## Entries shown
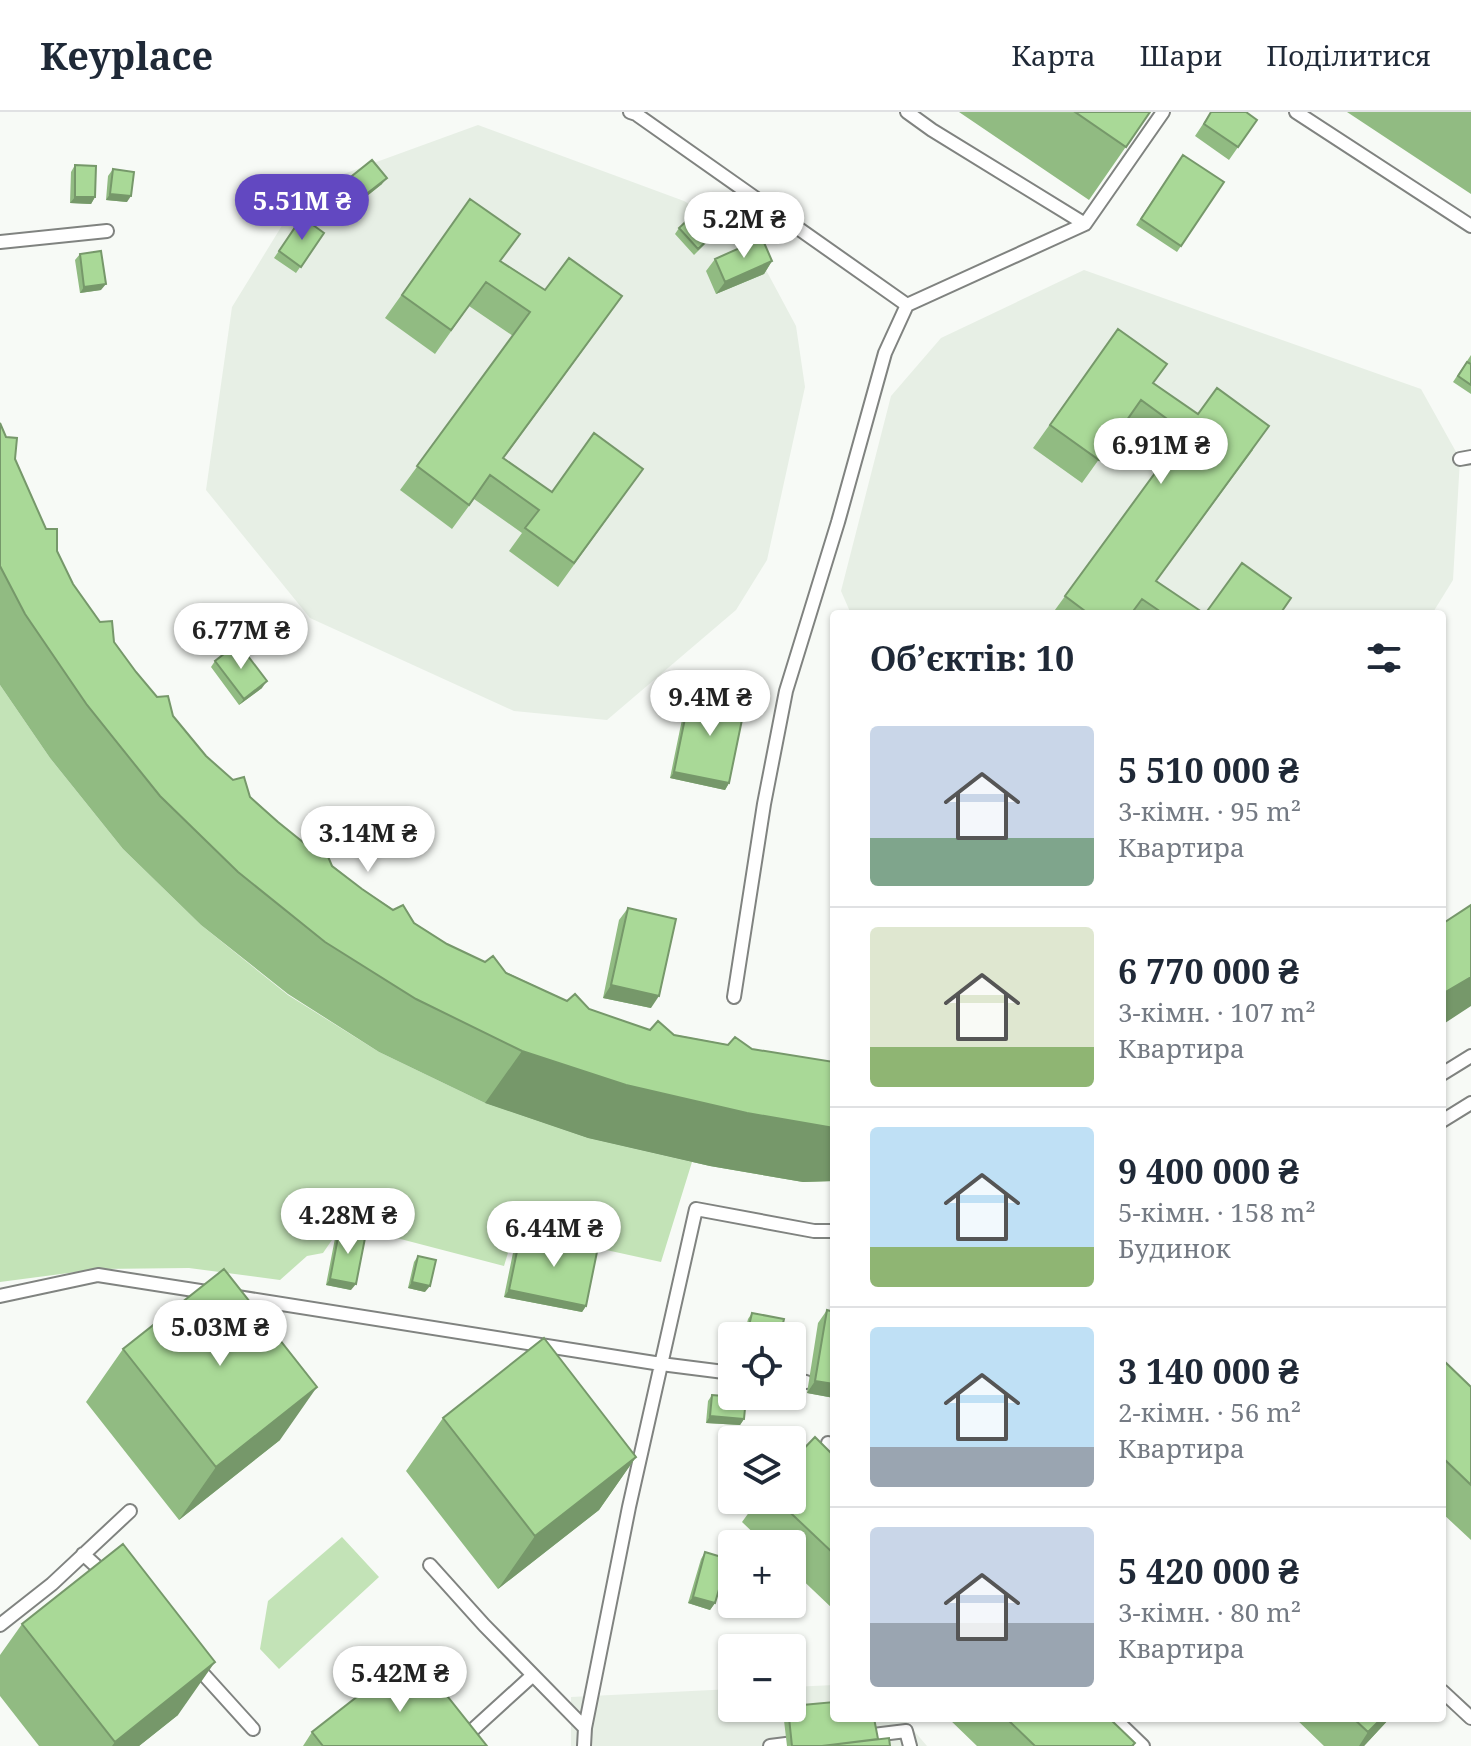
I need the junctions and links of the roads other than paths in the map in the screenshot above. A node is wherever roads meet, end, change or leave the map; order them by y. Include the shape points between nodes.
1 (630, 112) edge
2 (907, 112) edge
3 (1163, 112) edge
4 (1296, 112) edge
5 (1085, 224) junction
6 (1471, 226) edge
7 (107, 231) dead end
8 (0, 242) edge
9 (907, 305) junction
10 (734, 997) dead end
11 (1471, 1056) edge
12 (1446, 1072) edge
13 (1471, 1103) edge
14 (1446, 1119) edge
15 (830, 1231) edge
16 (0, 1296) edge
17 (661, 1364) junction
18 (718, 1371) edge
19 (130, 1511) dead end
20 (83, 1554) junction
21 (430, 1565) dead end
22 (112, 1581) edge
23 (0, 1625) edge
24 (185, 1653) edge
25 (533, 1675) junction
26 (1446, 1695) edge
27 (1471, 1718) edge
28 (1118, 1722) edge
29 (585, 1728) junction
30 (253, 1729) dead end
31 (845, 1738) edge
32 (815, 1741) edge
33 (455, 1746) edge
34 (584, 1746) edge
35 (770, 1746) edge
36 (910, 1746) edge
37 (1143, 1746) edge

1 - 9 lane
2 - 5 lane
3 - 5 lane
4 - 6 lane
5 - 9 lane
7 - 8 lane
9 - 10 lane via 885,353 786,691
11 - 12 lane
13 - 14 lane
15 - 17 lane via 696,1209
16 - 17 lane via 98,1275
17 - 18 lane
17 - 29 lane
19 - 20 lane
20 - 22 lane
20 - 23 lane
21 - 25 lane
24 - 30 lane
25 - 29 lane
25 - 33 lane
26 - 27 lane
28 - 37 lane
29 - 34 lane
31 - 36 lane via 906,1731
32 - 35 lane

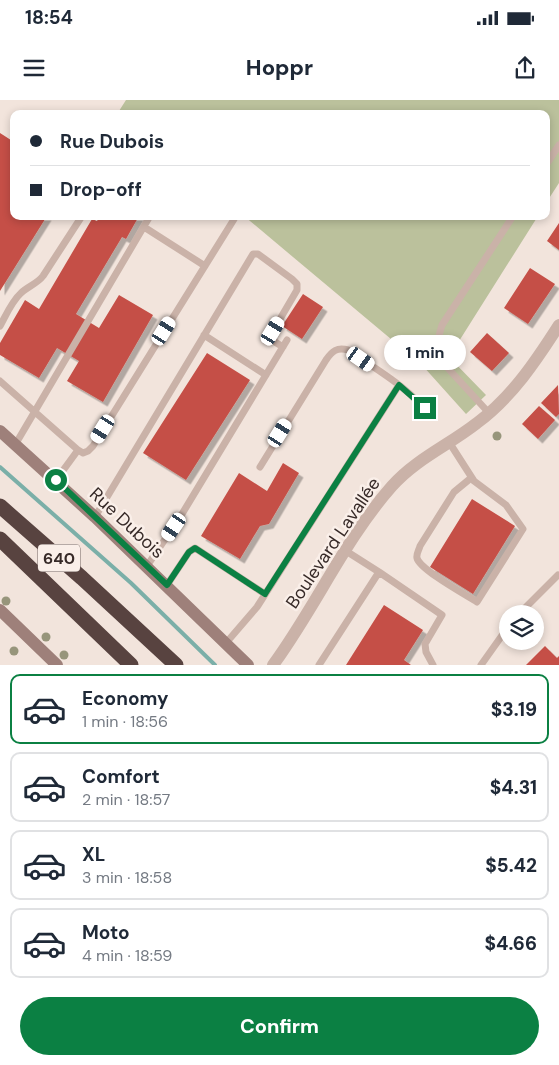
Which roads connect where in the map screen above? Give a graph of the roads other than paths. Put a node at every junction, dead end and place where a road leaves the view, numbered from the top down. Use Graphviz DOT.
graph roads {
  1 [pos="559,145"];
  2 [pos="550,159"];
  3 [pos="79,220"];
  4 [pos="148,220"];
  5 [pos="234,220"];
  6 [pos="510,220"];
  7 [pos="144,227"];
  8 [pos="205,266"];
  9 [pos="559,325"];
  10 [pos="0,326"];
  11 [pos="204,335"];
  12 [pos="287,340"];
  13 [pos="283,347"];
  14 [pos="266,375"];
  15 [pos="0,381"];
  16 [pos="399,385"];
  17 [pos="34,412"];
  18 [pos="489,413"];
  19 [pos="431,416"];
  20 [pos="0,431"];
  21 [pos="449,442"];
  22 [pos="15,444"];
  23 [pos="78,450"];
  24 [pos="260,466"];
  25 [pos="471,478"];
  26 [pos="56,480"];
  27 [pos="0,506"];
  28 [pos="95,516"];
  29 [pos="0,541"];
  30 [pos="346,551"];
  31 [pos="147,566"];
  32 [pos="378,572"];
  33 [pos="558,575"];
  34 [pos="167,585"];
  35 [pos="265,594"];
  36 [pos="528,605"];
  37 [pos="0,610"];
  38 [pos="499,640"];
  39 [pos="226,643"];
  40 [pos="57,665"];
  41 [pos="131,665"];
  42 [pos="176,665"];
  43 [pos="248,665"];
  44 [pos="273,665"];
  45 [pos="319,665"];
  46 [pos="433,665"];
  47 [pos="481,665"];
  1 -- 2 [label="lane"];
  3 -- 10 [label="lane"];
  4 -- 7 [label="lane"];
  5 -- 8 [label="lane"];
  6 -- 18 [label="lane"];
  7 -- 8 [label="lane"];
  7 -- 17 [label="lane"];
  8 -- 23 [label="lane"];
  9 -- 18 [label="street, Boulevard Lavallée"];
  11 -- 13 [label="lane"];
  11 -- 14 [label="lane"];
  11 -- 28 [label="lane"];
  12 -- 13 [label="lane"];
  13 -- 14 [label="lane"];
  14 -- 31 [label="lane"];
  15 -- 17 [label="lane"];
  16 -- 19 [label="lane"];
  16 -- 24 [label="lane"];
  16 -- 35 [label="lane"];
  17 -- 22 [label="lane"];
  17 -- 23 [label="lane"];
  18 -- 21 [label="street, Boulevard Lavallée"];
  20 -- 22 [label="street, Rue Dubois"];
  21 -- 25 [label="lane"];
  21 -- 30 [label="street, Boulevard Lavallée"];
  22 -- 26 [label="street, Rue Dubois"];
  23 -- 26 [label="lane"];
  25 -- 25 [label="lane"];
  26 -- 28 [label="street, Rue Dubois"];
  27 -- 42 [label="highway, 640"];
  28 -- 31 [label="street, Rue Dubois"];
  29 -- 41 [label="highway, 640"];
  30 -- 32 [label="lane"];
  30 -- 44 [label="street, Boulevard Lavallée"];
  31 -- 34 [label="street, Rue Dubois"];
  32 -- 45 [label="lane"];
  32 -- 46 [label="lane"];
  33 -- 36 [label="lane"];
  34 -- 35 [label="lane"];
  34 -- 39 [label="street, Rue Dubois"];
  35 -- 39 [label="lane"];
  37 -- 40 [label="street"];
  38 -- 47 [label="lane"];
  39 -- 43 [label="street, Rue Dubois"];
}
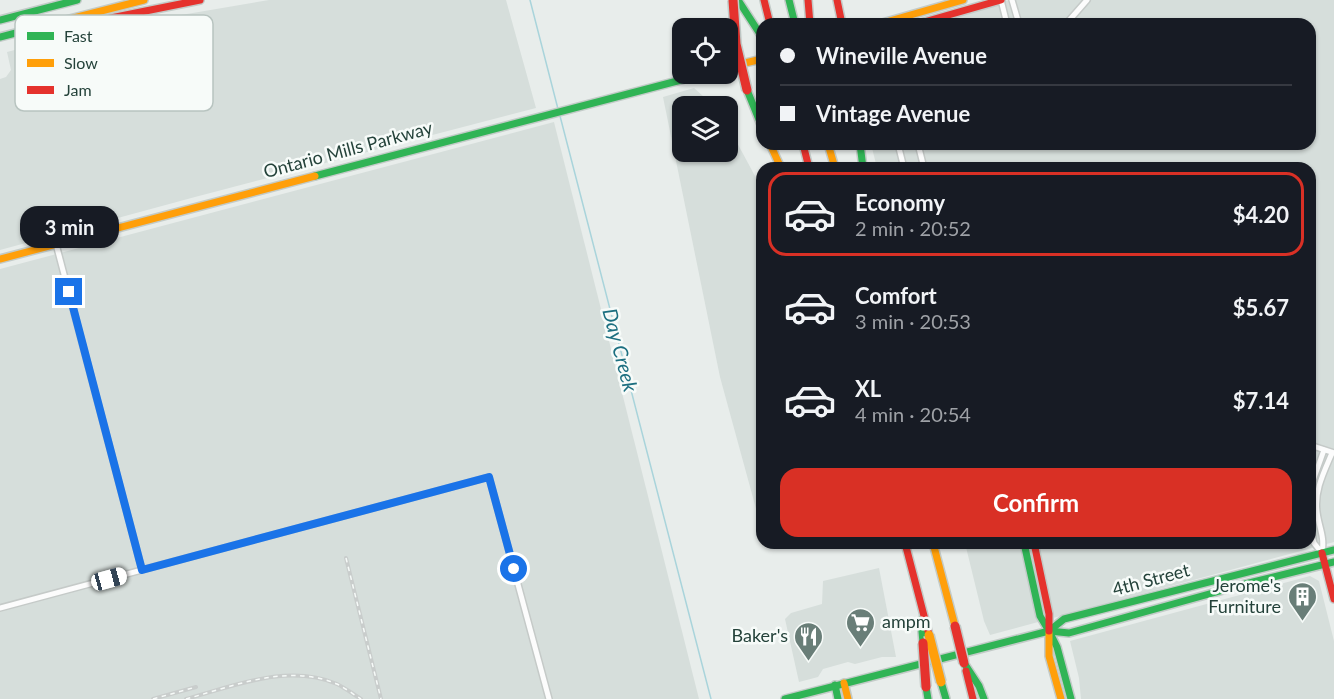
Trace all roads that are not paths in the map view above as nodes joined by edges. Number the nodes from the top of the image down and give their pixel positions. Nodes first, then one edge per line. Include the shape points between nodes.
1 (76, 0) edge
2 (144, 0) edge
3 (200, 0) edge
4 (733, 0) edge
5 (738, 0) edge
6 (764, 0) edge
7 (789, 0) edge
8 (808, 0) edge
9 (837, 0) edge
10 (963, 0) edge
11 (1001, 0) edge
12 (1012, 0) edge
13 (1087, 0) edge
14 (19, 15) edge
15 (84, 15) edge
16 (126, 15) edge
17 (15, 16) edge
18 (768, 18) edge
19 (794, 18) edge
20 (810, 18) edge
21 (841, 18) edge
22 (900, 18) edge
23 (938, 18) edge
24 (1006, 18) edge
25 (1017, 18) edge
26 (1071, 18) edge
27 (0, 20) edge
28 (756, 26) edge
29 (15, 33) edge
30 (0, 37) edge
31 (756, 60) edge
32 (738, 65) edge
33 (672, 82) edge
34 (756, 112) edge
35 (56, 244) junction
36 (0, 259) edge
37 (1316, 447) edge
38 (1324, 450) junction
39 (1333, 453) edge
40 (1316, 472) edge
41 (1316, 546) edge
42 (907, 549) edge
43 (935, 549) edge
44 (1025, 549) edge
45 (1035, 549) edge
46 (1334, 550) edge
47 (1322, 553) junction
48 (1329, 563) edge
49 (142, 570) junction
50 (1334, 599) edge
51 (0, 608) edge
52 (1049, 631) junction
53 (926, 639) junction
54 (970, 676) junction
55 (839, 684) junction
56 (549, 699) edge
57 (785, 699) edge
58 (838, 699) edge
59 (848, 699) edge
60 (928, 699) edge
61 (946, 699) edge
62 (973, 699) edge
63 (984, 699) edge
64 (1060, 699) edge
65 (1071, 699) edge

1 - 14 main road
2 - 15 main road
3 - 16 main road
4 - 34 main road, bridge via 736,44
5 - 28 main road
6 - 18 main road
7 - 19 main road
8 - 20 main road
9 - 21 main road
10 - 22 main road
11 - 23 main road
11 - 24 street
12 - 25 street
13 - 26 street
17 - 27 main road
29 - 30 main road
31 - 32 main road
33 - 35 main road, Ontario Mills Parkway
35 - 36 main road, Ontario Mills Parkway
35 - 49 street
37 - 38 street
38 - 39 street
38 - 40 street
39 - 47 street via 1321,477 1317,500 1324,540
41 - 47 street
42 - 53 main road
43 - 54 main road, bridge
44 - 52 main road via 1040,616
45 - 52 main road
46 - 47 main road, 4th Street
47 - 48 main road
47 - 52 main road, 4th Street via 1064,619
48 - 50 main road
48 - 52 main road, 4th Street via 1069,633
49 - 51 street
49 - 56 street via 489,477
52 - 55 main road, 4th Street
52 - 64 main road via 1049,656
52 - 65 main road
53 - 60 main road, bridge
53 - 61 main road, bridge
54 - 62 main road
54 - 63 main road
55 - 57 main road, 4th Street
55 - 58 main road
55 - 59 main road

## Your goal
Take every line above that includes the string "Dubois" and return it.

## Exercise output
  20 -- 22 [label="street, Rue Dubois"];
  22 -- 26 [label="street, Rue Dubois"];
  26 -- 28 [label="street, Rue Dubois"];
  28 -- 31 [label="street, Rue Dubois"];
  31 -- 34 [label="street, Rue Dubois"];
  34 -- 39 [label="street, Rue Dubois"];
  39 -- 43 [label="street, Rue Dubois"];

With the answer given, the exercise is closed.